You know, I have had times just like this only it was when T was away. But it's similar, where I can't wait for T to return, and then when she did return, I was not able (or willing) to connect because that was when my anger about being away from her would surface. I would not connect with her because I was angry with her; then, afterwards I would be angry with myself because I wanted to connect but I didn't.

Do you think your anger might also be disappointment in yourself, as well as disappointment in your T? It is so hard when we can't talk but we really really want to talk. So disappointing when we can't make it happen. We have a need but we can't verbalize it and it feels really awful. It feels awful to want connection, and to need connection, to need our anxiety relieved, but for whatever reason to not be able to get 'there' to the place to make it happen for us.

Why don't you see if you can call T to talk briefly about what happened. Maybe she could fit you in on Thursday (if I'm remembering correctly that this is the other day she is in). Or maybe you could just get a bit of relief on the phone. I think you'd feel better.

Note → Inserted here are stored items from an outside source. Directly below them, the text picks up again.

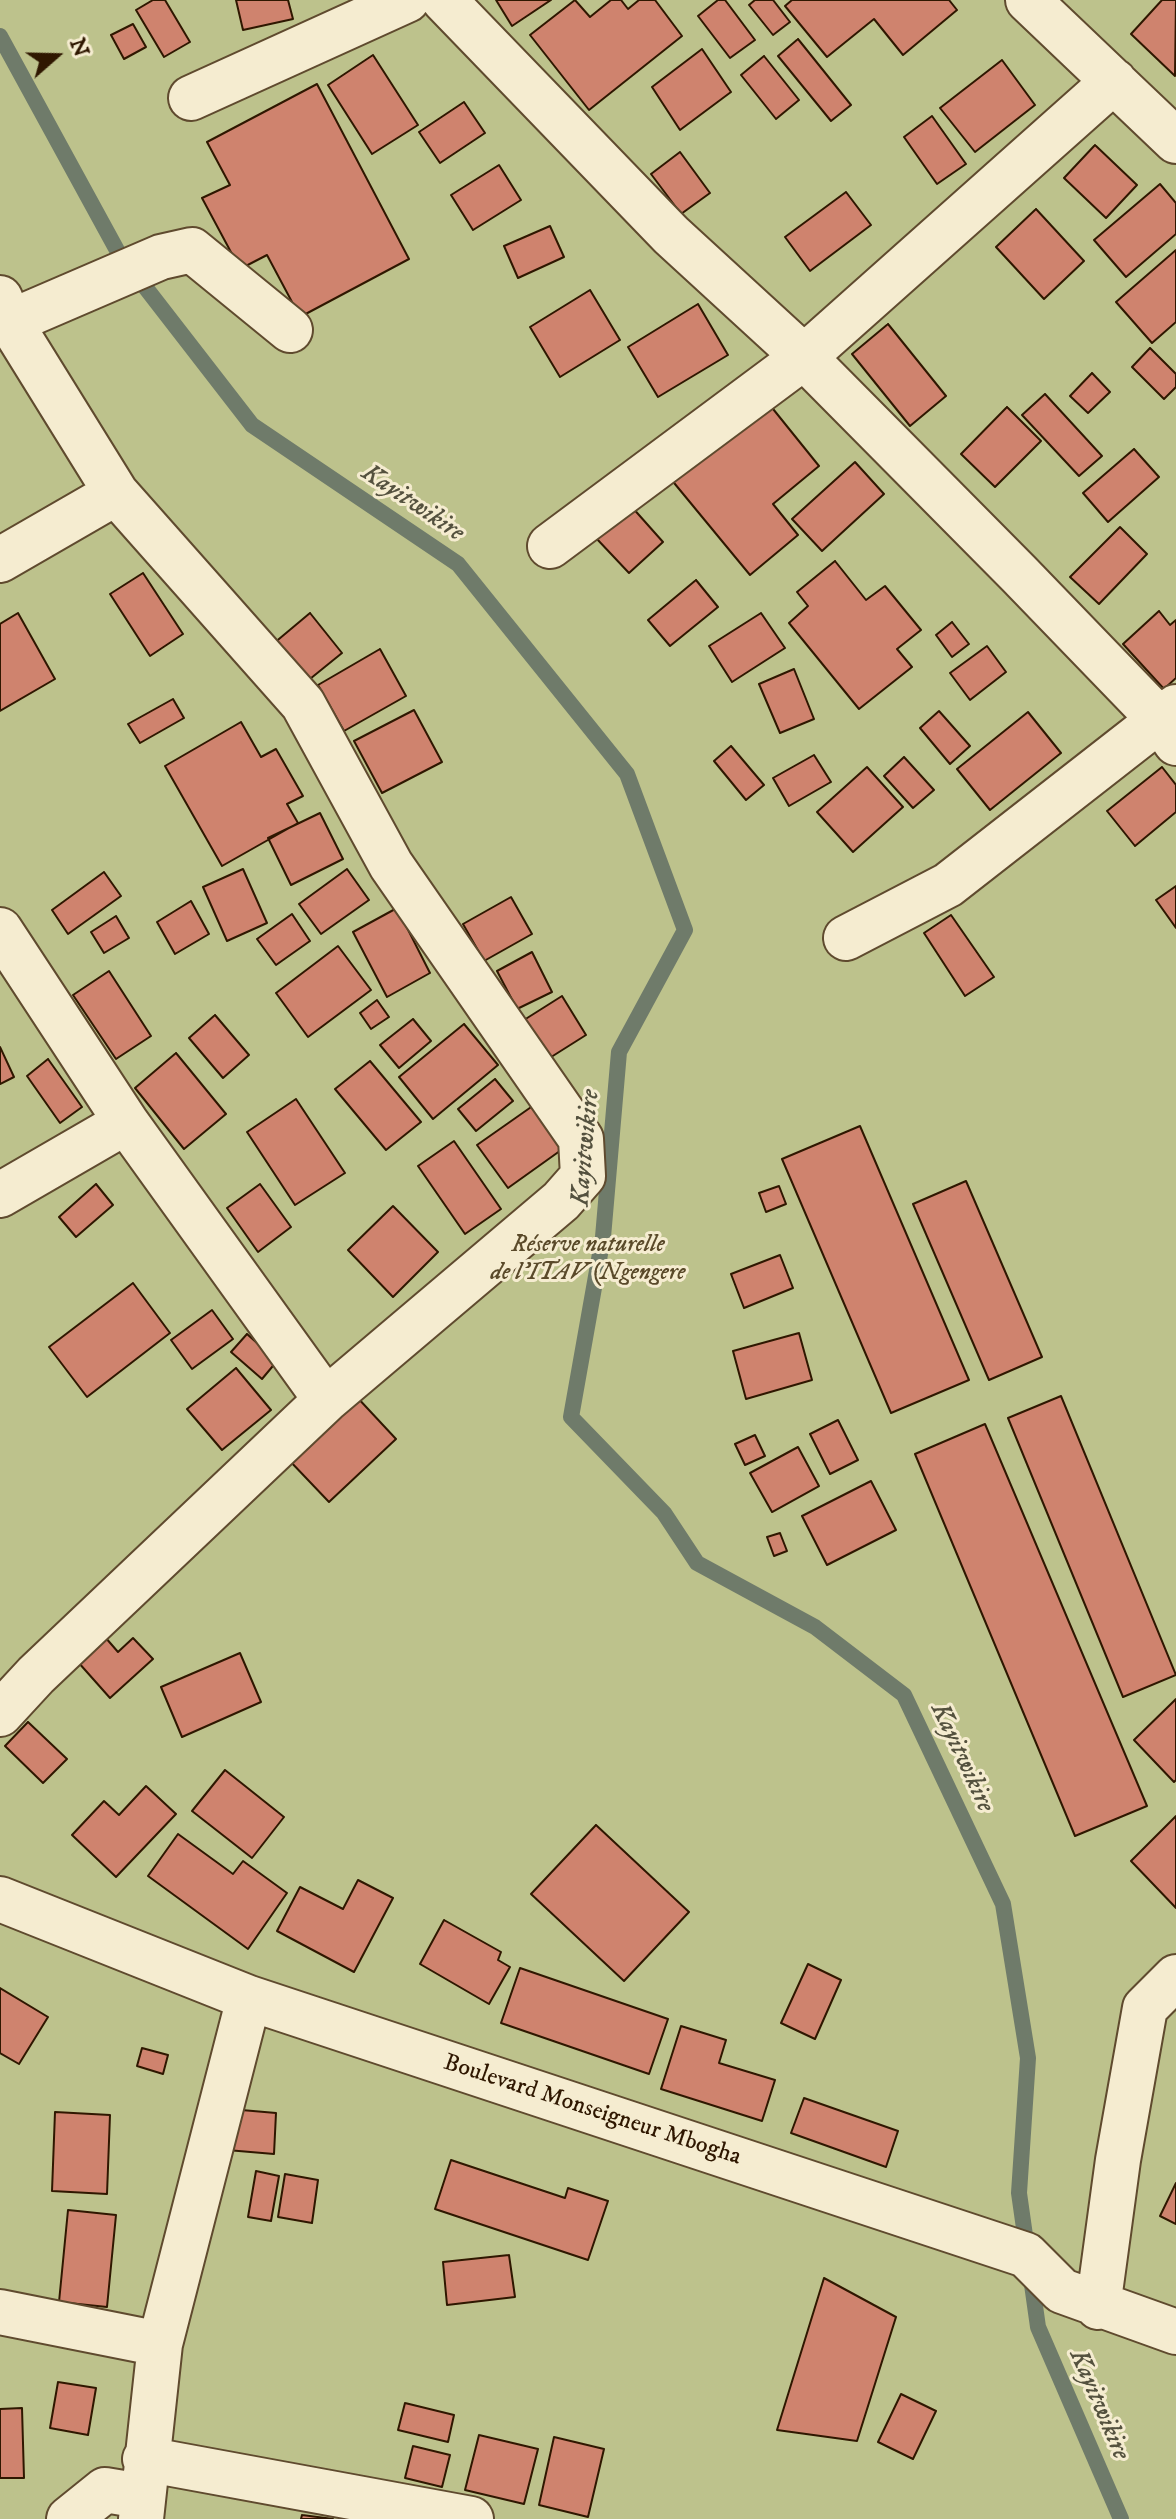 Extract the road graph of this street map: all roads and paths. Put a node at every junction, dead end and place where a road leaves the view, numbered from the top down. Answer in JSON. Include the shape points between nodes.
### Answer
{"nodes":[{"id":1,"x":407,"y":0,"type":"edge"},
{"id":2,"x":444,"y":0,"type":"edge"},
{"id":3,"x":1049,"y":7,"type":"edge"},
{"id":4,"x":1114,"y":81,"type":"junction"},
{"id":5,"x":191,"y":98,"type":"dead end"},
{"id":6,"x":1176,"y":141,"type":"edge"},
{"id":7,"x":5,"y":310,"type":"edge"},
{"id":8,"x":290,"y":330,"type":"dead end"},
{"id":9,"x":804,"y":357,"type":"junction"},
{"id":10,"x":116,"y":493,"type":"junction"},
{"id":11,"x":550,"y":546,"type":"dead end"},
{"id":12,"x":0,"y":560,"type":"edge"},
{"id":13,"x":1171,"y":724,"type":"edge"},
{"id":14,"x":0,"y":930,"type":"edge"},
{"id":15,"x":846,"y":938,"type":"dead end"},
{"id":16,"x":126,"y":1122,"type":"junction"},
{"id":17,"x":0,"y":1195,"type":"edge"},
{"id":18,"x":326,"y":1400,"type":"junction"},
{"id":19,"x":0,"y":1714,"type":"edge"},
{"id":20,"x":0,"y":1899,"type":"edge"},
{"id":21,"x":1176,"y":1977,"type":"edge"},
{"id":22,"x":249,"y":1998,"type":"junction"},
{"id":23,"x":1080,"y":2299,"type":"junction"},
{"id":24,"x":0,"y":2312,"type":"edge"},
{"id":25,"x":1176,"y":2332,"type":"edge"},
{"id":26,"x":160,"y":2344,"type":"junction"},
{"id":27,"x":142,"y":2491,"type":"edge"},
{"id":28,"x":69,"y":2519,"type":"edge"},
{"id":29,"x":471,"y":2519,"type":"edge"}],
"edges":[{"from":1,"to":5,"type":"street"},
{"from":2,"to":9,"type":"street","via":[[671,235]]},
{"from":3,"to":4,"type":"street"},
{"from":4,"to":6,"type":"street"},
{"from":4,"to":9,"type":"street"},
{"from":7,"to":8,"type":"street","via":[[192,250]]},
{"from":7,"to":10,"type":"street"},
{"from":9,"to":11,"type":"street"},
{"from":9,"to":13,"type":"street"},
{"from":10,"to":12,"type":"street"},
{"from":10,"to":18,"type":"street","via":[[303,704],[391,865],[581,1139],[583,1176],[561,1201]]},
{"from":13,"to":15,"type":"street","via":[[948,885]]},
{"from":14,"to":16,"type":"street"},
{"from":16,"to":17,"type":"street"},
{"from":16,"to":18,"type":"street"},
{"from":18,"to":19,"type":"street"},
{"from":20,"to":22,"type":"street","name":"Boulevard Monseigneur Mbogha"},
{"from":21,"to":23,"type":"street","via":[[1145,2008],[1118,2160]]},
{"from":22,"to":23,"type":"street","name":"Boulevard Monseigneur Mbogha","via":[[1026,2255]]},
{"from":22,"to":26,"type":"street"},
{"from":23,"to":25,"type":"street","name":"Boulevard Monseigneur Mbogha"},
{"from":24,"to":26,"type":"street"},
{"from":26,"to":27,"type":"street"},
{"from":27,"to":28,"type":"street","via":[[105,2490]]},
{"from":27,"to":29,"type":"street"}]} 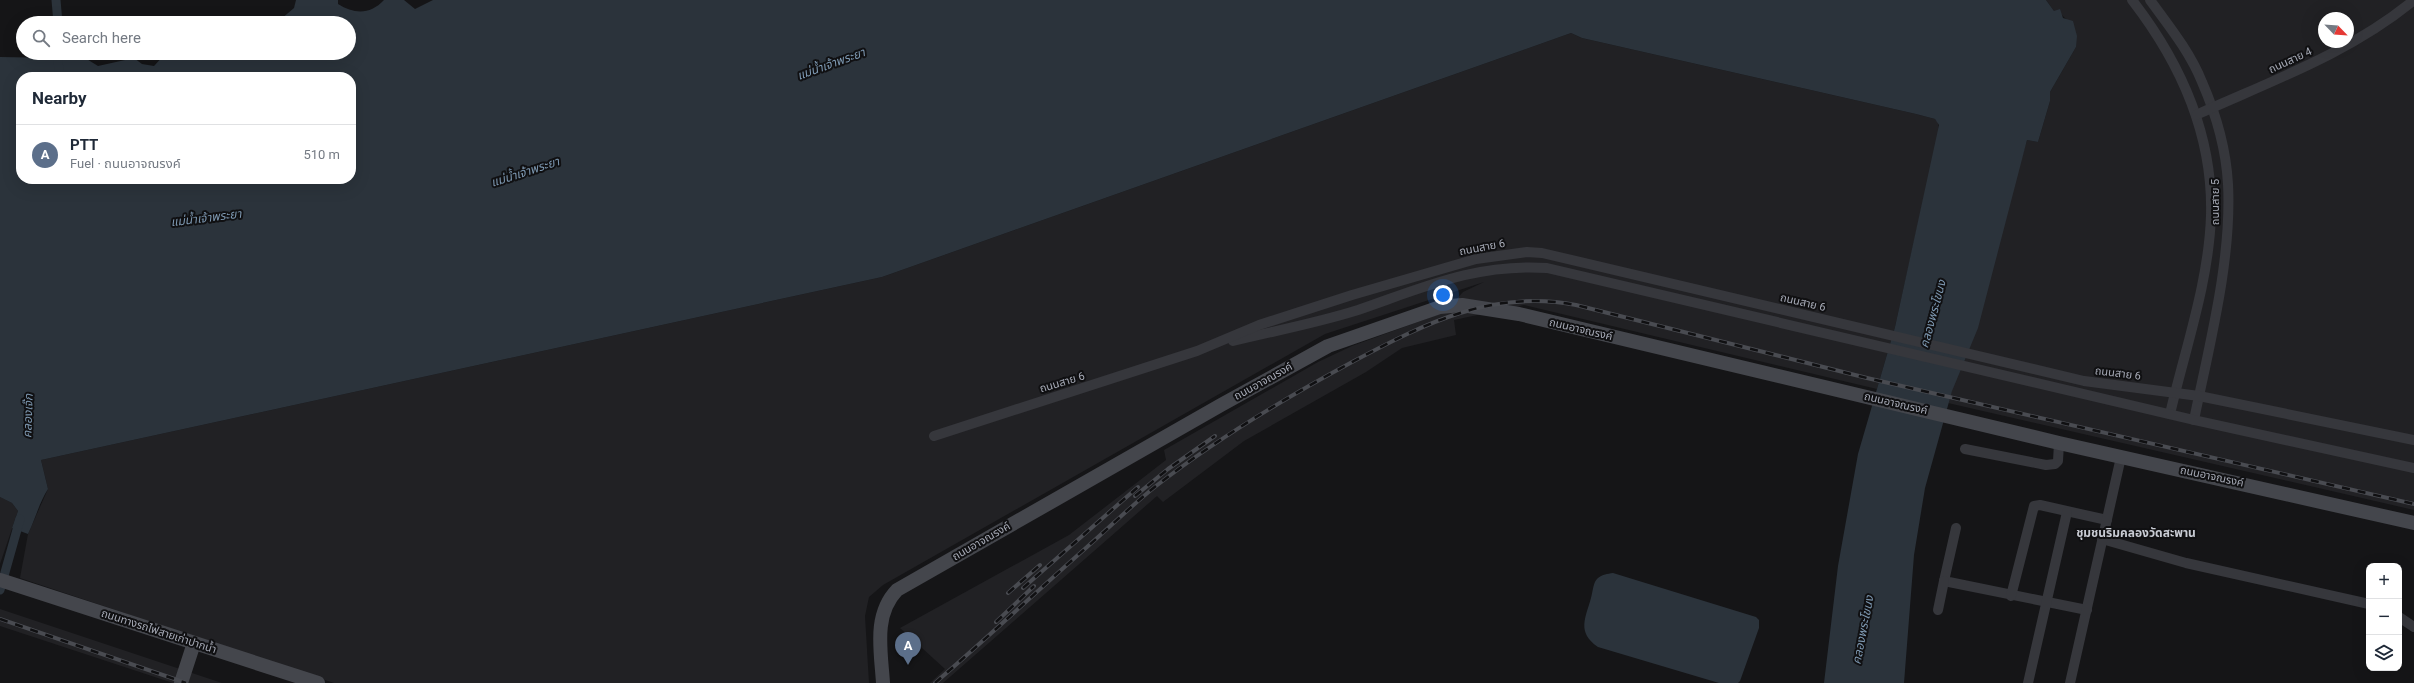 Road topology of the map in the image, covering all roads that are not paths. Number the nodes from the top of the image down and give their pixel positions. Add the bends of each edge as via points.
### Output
1 (2132, 0) edge
2 (2150, 0) edge
3 (2414, 0) edge
4 (2212, 107) junction
5 (2196, 115) junction
6 (1197, 351) junction
7 (2175, 392) junction
8 (2199, 396) junction
9 (2170, 414) junction
10 (2194, 420) junction
11 (934, 436) dead end
12 (2414, 440) edge
13 (2059, 443) junction
14 (1965, 449) dead end
15 (2121, 457) junction
16 (2414, 468) edge
17 (2067, 512) junction
18 (2107, 520) junction
19 (2414, 523) edge
20 (1956, 528) dead end
21 (2102, 539) junction
22 (0, 580) edge
23 (1944, 581) junction
24 (2011, 596) junction
25 (2047, 602) junction
26 (2366, 603) edge
27 (1938, 610) dead end
28 (2087, 610) junction
29 (2402, 619) edge
30 (2414, 627) edge
31 (194, 643) junction
32 (181, 683) edge
33 (318, 683) edge
34 (883, 683) edge
35 (2028, 683) edge
36 (2070, 683) edge

1 - 5 street, ถนนสาย 5 via 2171,59
2 - 4 street, ถนนสาย 5 via 2189,57
3 - 4 street, ถนนสาย 4 via 2363,37 2290,74
4 - 5 street, ถนนสาย 4
4 - 8 street, ถนนสาย 5 via 2225,158 2228,218 2223,266
5 - 7 street, ถนนสาย 5 via 2205,147 2211,191 2211,216 2196,311
6 - 7 street, ถนนสาย 6 via 1259,325 1359,293 1476,259 1527,252 1542,253 2084,380
6 - 9 street, ถนนสาย 6 via 1357,310 1430,283 1476,271 1504,267 1547,268
6 - 11 street, ถนนสาย 6
7 - 8 street, ถนนสาย 6
7 - 9 street, ถนนสาย 5
8 - 10 street, ถนนสาย 5
8 - 12 street, ถนนสาย 6
9 - 10 street, ถนนสาย 6
10 - 16 street, ถนนสาย 6
13 - 14 street via 2058,461 2046,465
13 - 15 street, ถนนอาจณรงค์
13 - 34 street, ถนนอาจณรงค์ via 1519,314 1462,305 1440,307 1328,346 897,590 885,608 880,626
15 - 18 street
15 - 19 street, ถนนอาจณรงค์
17 - 18 street
17 - 24 street via 2040,505 2034,506
17 - 25 street
18 - 21 street
20 - 23 street
21 - 26 street via 2186,563
21 - 28 street
22 - 31 street, ถนนทางรถไฟสายเก่าปากน้ำ
23 - 24 street
23 - 27 street
24 - 25 street
25 - 28 street
25 - 35 street
28 - 36 street
29 - 30 street
31 - 32 street
31 - 33 street, ถนนทางรถไฟสายเก่าปากน้ำ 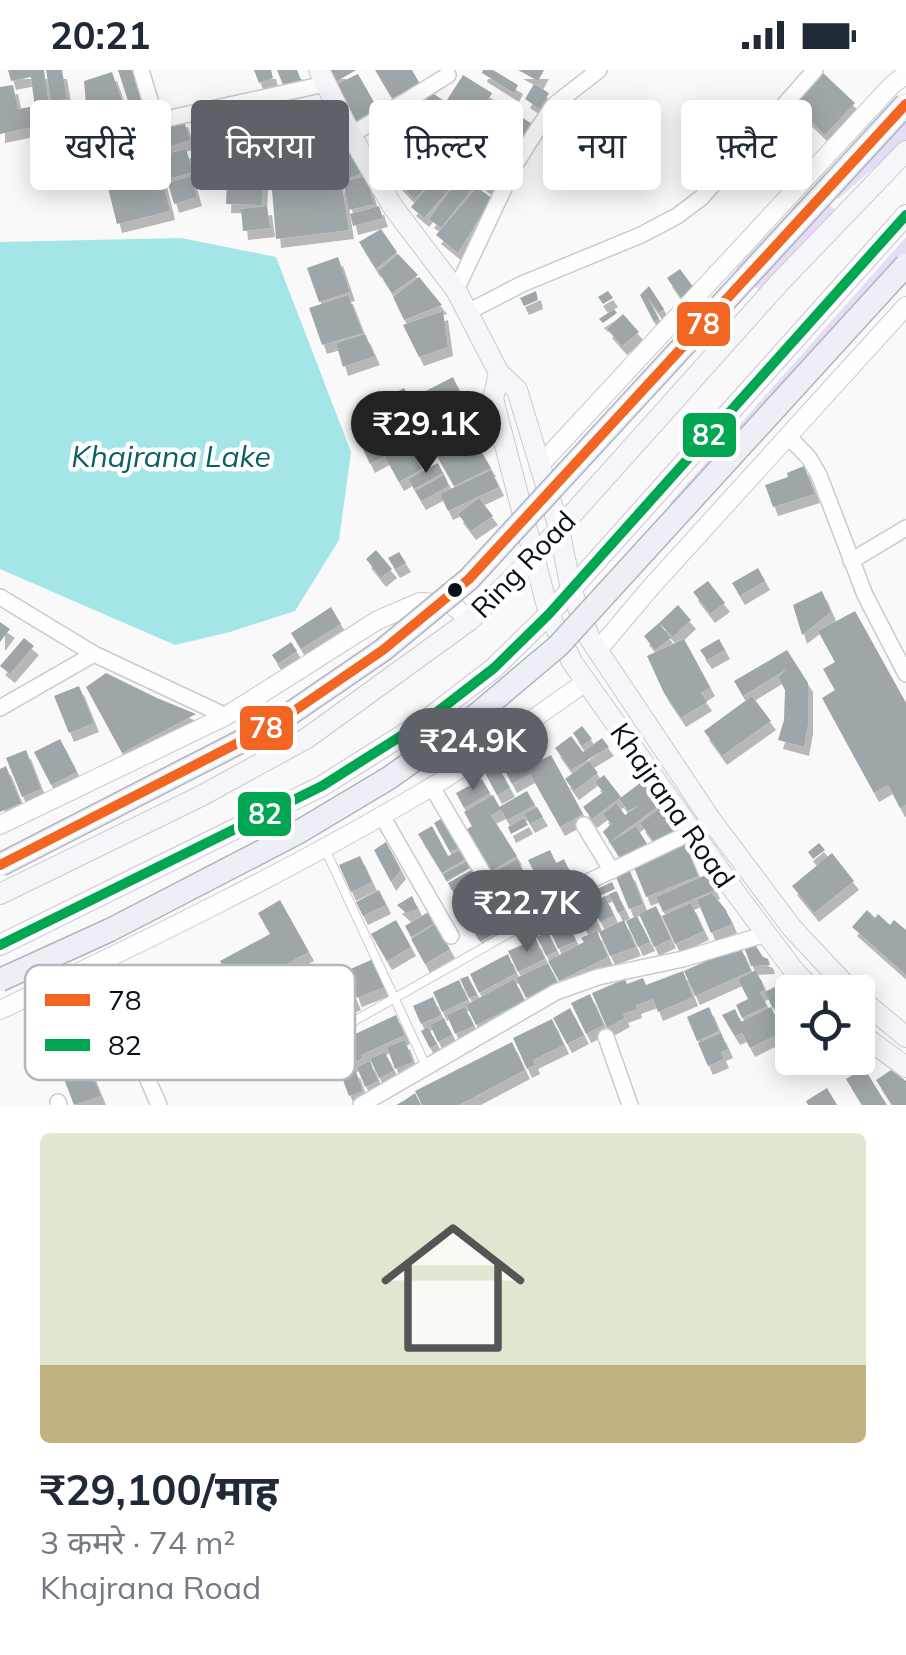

I can certainly understand all the feelings you have about having to miss a session just because of a holiday, about missing her, about not being able to talk when you so wanted to, about wishing she would have said something to help, and about being disappointed in her and in you, and about the fear you have that walking out is something she can't tolerate.

Don't close the book yet; this chapter wasn't what you wanted it to be, but the book is more than just one of it's chapters.
echos you always make so much sence when you respond.the heart ache is that all this wisdom comes from so much pain.

i know i was very angry at her when i saw her yesterday and paniced and confused but wanting to connect just like you said.i have missed her a lot because in the last two months we havnt seen each other much and i have so much going on with work and the mother but i couldnt say anything as soon as i saw her i was so overwelmed any plans i had went out the door.and it seems she was not having anything to do with helping me either .she was thare if i wanted to talk otherwise she was just going to stare at me and pick at her nails.
she so made me feel like i was a useless piece of crap taking up her space and time.
that was how i felt then and it was to unbearable i had to leave it was what she wanted and me also.i couldnt bear to have her looking at me .
anyway i am trying todat to see things differntly or atleast with a small amount of controle and i am dealing a bit better.may even call her for a 3rd time.this will probibly result in her putting restrictions on how much i call but what ever.